The intersection of sports and advocacy put Mizzou in the crosshairs of some and the limelight of others. It clearly worked in its goal of bringing greater attention to the Concerned Student 1950 group, and to racial incidents and injustices happening at Mizzou and in Columbia. But now, the football team will go back to practicing. Rightly or not, eventually the national news cycle will zero in on something or someone else. The satellite trucks will leave Mid-Missouri, Tim Wolfe will leave MU, and what will Mid-Missouri and Mizzou be left with?


In the immediate aftermath, we’re left with stories like the ones associate journalism professor Cyndi Frisby posted on her Facebook page, then allowed to be printed in the Columbia Missourian:


“I have lived in Columbia and been at the university for almost 18 years. During this time, I have been called the n-word too many times to count.


My most recent experience was while jogging on Route K in May of 2015 when I was approached by a white man in a white truck with a Confederate flag very visible and proudly displayed.


He leaned out his window (now, keep in mind I run against traffic, so his behavior was a blatant sign that something was about to happen). Not only did he spit at me, he called me the n-word and gave me the finger.
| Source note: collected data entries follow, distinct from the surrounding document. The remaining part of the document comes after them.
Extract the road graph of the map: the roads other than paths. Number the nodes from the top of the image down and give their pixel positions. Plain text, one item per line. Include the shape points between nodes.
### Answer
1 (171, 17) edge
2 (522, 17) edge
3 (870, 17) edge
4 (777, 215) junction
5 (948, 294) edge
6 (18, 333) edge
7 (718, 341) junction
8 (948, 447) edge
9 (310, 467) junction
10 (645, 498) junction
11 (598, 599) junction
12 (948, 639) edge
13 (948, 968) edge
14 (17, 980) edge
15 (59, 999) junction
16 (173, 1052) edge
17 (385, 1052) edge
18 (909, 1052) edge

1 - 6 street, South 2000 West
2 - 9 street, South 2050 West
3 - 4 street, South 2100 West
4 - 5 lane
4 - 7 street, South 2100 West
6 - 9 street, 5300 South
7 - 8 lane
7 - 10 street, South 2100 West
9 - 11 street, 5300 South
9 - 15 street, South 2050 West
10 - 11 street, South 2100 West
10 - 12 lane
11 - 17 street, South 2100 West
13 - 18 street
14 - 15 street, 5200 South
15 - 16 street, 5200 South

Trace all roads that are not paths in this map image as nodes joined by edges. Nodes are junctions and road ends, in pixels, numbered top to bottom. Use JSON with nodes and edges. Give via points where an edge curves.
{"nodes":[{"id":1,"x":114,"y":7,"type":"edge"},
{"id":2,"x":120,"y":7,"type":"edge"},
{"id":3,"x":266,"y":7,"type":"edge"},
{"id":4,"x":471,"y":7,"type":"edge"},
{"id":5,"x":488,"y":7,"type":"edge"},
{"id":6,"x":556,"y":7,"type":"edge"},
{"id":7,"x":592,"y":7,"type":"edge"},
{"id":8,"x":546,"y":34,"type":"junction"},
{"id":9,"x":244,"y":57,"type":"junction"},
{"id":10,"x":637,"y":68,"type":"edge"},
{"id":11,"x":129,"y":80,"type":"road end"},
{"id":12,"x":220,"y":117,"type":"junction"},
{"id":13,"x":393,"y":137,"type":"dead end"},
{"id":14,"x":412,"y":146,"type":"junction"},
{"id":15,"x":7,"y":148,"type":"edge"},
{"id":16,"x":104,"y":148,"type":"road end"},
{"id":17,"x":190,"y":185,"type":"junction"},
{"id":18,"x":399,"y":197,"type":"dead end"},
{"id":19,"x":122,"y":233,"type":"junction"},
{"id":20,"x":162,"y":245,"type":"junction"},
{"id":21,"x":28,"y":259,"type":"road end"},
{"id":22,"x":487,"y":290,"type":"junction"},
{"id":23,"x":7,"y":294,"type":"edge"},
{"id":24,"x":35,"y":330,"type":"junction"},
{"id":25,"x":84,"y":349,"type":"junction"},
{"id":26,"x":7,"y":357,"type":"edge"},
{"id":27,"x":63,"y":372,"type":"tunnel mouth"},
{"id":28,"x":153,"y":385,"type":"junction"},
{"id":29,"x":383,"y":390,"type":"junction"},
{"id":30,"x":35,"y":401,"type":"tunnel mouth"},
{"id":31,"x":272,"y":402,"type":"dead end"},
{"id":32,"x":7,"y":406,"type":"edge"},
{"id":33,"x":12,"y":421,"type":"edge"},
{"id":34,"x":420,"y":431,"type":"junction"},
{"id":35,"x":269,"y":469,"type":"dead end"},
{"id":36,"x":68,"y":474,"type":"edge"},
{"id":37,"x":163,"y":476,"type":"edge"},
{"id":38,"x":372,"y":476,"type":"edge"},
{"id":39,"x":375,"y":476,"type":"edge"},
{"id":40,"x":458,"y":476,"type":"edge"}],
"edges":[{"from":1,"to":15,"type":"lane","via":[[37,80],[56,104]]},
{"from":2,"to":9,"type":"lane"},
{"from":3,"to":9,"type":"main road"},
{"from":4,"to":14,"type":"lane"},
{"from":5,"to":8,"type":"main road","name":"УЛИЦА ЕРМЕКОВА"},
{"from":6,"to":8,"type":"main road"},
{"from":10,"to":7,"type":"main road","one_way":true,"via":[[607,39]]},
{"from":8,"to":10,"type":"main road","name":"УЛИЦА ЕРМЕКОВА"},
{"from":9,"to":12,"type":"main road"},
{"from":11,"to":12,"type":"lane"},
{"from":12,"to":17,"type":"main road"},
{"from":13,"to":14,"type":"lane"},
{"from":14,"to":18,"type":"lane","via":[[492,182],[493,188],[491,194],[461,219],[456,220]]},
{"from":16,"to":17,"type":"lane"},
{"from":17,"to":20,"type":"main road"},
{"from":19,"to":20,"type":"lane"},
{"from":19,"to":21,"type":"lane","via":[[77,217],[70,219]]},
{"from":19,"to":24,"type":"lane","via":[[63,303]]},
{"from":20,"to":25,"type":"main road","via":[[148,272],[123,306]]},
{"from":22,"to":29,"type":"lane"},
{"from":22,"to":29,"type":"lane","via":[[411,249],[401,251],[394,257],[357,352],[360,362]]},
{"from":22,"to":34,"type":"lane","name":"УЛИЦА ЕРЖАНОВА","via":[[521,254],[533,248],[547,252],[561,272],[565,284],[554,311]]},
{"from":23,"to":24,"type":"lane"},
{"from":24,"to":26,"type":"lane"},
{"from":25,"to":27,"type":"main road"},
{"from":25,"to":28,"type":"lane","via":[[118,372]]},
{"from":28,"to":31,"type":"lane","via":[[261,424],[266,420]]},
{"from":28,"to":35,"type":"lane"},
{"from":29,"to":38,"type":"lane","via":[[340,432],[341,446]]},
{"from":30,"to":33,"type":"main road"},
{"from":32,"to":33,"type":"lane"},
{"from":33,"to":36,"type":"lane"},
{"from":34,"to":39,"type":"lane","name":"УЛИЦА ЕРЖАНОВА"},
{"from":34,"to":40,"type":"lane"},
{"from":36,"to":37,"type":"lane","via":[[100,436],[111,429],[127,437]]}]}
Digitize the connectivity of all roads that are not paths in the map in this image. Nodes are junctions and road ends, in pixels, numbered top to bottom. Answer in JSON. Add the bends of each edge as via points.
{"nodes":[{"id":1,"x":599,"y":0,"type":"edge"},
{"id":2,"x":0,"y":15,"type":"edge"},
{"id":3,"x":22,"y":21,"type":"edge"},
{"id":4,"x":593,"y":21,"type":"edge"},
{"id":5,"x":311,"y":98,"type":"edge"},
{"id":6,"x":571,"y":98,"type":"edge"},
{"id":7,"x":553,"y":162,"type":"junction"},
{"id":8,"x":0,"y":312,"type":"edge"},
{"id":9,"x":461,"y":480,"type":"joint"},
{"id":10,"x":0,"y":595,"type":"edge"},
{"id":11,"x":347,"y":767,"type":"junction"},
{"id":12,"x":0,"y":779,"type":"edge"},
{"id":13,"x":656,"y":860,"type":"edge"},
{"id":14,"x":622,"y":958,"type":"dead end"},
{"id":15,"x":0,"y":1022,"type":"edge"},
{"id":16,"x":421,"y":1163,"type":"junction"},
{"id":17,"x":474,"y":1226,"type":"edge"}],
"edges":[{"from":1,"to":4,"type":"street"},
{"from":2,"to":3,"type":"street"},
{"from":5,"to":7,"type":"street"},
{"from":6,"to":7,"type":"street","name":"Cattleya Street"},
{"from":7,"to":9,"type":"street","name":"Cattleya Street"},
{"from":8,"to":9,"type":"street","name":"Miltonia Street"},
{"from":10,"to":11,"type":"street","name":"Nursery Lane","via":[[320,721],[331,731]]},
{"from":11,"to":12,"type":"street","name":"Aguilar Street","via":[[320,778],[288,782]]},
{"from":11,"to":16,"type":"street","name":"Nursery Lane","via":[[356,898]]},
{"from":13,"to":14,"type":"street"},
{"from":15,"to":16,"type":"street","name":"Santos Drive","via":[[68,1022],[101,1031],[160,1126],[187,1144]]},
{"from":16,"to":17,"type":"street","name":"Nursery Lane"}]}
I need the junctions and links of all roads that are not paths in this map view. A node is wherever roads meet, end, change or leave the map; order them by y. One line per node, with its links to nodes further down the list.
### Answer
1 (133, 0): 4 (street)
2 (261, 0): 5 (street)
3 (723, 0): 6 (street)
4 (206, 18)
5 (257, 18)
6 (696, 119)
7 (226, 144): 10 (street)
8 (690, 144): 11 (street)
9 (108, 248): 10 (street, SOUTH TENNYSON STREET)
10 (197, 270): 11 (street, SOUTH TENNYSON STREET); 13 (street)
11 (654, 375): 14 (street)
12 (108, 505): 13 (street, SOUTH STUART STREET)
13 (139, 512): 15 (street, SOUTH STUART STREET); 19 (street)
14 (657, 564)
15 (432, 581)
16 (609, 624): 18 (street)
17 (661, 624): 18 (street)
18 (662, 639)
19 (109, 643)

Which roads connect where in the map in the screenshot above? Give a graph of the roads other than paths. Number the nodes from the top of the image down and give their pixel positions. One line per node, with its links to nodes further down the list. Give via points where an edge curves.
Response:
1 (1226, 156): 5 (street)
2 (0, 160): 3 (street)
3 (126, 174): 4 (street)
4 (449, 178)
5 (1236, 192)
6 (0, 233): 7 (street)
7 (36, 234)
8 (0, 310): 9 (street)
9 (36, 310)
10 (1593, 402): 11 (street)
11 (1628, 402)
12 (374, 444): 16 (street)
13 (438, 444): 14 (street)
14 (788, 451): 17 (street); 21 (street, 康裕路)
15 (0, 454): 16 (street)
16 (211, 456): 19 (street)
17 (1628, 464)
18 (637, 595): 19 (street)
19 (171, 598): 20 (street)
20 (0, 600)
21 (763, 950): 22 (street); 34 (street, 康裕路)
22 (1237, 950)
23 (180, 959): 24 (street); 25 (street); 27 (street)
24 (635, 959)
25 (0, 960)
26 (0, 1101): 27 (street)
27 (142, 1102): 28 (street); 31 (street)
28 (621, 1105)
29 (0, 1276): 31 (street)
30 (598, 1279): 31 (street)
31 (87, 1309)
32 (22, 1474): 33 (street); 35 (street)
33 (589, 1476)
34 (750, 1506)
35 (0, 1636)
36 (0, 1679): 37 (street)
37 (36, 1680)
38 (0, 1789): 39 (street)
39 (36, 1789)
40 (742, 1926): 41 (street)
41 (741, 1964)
Of course, I responded with, “Oh yea, get out of your car, you coward, and say that to my face.” He then raced off. Typical. After the Zimmerman trial, I wrote about my experiences being called the n-word twice while I was on my jog. And yes, I have had a few faculty call me the n-word and treat me with incredible disrespect. Yes, faculty.”


That’s what Columbia and MU are left with. Horrifying personal experiences like that. Hundreds, maybe thousands, from people in minority groups of all sizes across campus and in town. How will we deal with that… every one of us? The wounds of experiences like that don’t heal overnight, or because a university leader leaves, or because Mizzou is playing football again. Will we come together to hear one another speak, aggrieved and aggressors alike? Will there be an understanding that fighting the horrors of racism is a battle that is more than just replacing a middle-aged white man at the top of the food chain? That it’s a battle people of all colors and creeds and orientations have to work on together? Will we recognize that our first ideas and opinions and ideas and impressions will not always agree, and we have to work through them to find a better way?


Or will we instead shout so loud at each other that one side’s deafening noise falls on the other’s deaf ears? Will we let a lack of understanding of others’ concerns turn into a red battle line? Tim Wolfe said in his resignation speech, “It is my belief we stopped listening to each other. We didn’t respond or react.” Can a scene filled solely with outrage, demands, and generalities – from all sides – possibly accomplish every goal of change and reconciliation?

Evident in those questions is the real story to be told about this singular time in Mizzou’s history. The actions of the football team, to this point, are a footnote to the larger narrative, which is: Will we see minority groups on campus and in Columbia feel greater inclusion? Will all members of the community listen to each other, and respond to concerns and proposals with empathy? That’s the end goal here, right?


You’ll notice at this stage, there are a lot more questions than answers, and that’s OK. Dedicated people, new leadership, and others will likely come together to seek out those answers, and rely on a strong community to live the answers daily. But none of that effort ends because an administrator resigns, or a football team gives us something to cheer for on Saturdays.


The story of how Mizzou – and Columbia – heals its wounds is being written now… and it’s only in Chapter One.